C’est sur ces mots que les caravaniers ont exprimé leurs attentes et espoirs contenus dans la déclaration finale.Ainsi, pour les organisations, il s’agit de :
-renforcer les synergies des organisations engagées dans la lutte pour la terre, l’eau, les semences paysannes, le pastoralisme, la pêche paysanne afin de développer une vision commune pour un changement global dans nos pays ;
-œuvrer pour le renforcement de la cohésion sociale pour une paix durable ;
-renforcer la promotion des systèmes semenciers paysans et les systèmes alimentaires locaux et traditionnels qui ont maintenu la souveraineté alimentaire sur le continent africain depuis des siècles ;
-vulgariser largement les pratiques agroécologiques paysannes auprès des populations rurales ;
-lutter contre toute forme d’accaparement des ressources naturelles (terre, eau, semences paysannes).Pour les autorités politiques des pays, il s’agit de :
-mettre fin au phénomène de l’accaparement des ressources naturelles et impliquer les populations dans l’élaboration des politiques foncières et agricoles ;
-arrêter toute forme de criminalisation des défenseurs des droits humains ;
-garantir l’accès des femmes et des jeunes aux ressources notamment la terre, l’eau et les semences paysannes ;
-ratifier la convention de l’OIT relatif à la protection des droits des travailleurs domestiques.
Pour la CEDEAO, il s’agit pour l’institution sous régionale de contribuer à :
-la mise en place des politiques pour une meilleure protection du patrimoine foncier des communautés locales et la reconnaissance des droits coutumiers dans les lois foncières ;
-l’harmonisation des politiques de pêche au niveau sous-régional pour une meilleure gouvernance des ressources halieutiques ;
-la promotion de l’agroécologie paysanne pour une meilleure protection de la biodiversité qui est une alternative au changement climatique ;
-la prise des mesures idoines pour barrer le bradage des forêts en mettant en œuvre les directives relatives à la protection des forêts ;
-l’harmonisation des codes miniers au niveau sous-régional et veiller à l’application de la responsabilité sociétale et environnementale des entreprises ;
-l’application de l’accord de Maputo consacrant 10% du budget national à l’agriculture ;
-la mise en œuvre du traité de la CEDEAO pour la libre circulation des personnes et des biens et des mécanismes de suivi pour sa meilleure application au niveau des frontières ;
-l’implication de la convergence dans le processus d’élaboration des politiques de développement notamment sur les ressources naturelles.
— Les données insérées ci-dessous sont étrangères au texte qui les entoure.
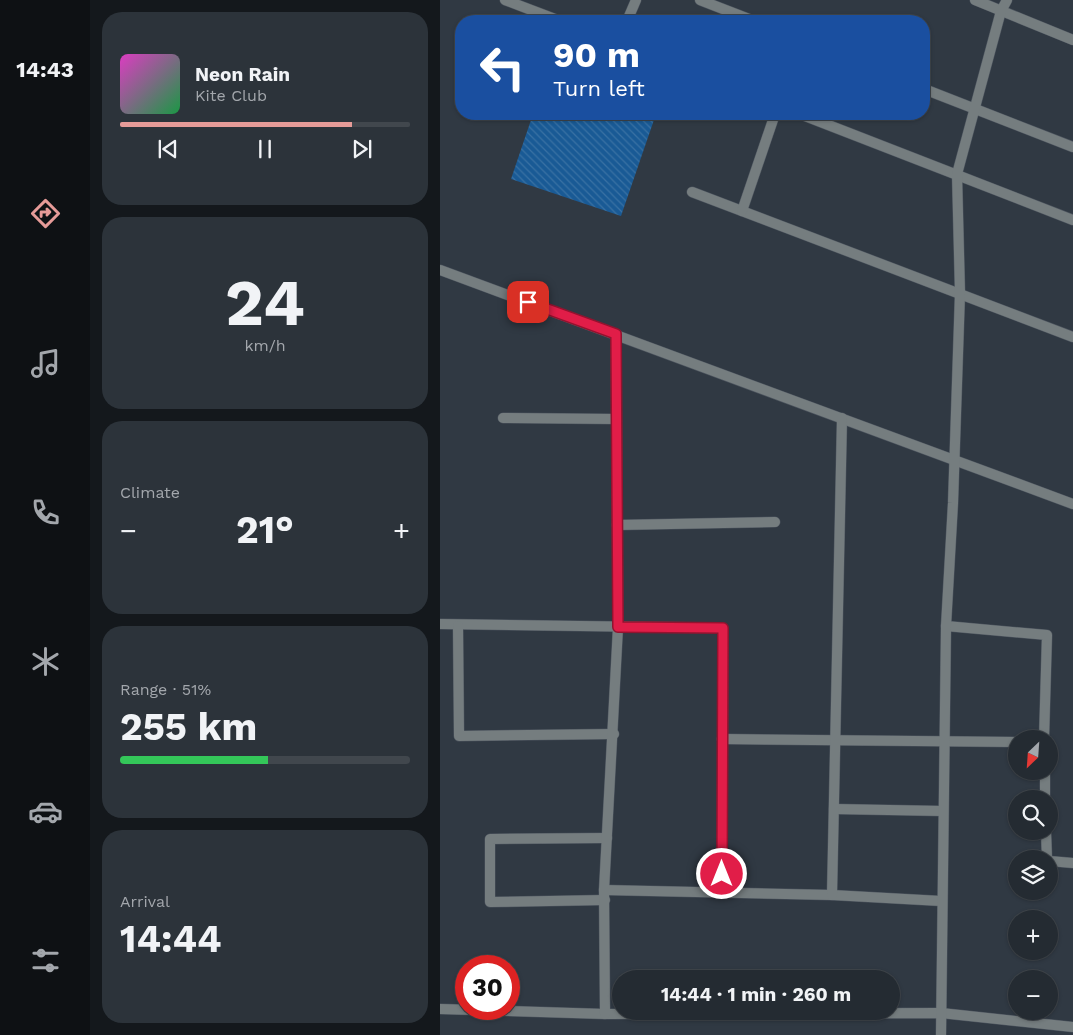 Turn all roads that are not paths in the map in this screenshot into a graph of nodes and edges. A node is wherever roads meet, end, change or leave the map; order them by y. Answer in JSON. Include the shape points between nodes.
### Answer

Pour finir les caravaniers, d’une même voix, espèrent une CEDEAO des peuples avec les femmes et les jeunes au cœur de la souveraineté alimentaire.C’est ainsi que le livret vert a été symboliquement remis au représentant du président de la république Béninoise par le responsable Afrique de l’Ouest de la Convergence.
Mobilisons-nous pour une bonne gouvernance des ressources naturelles!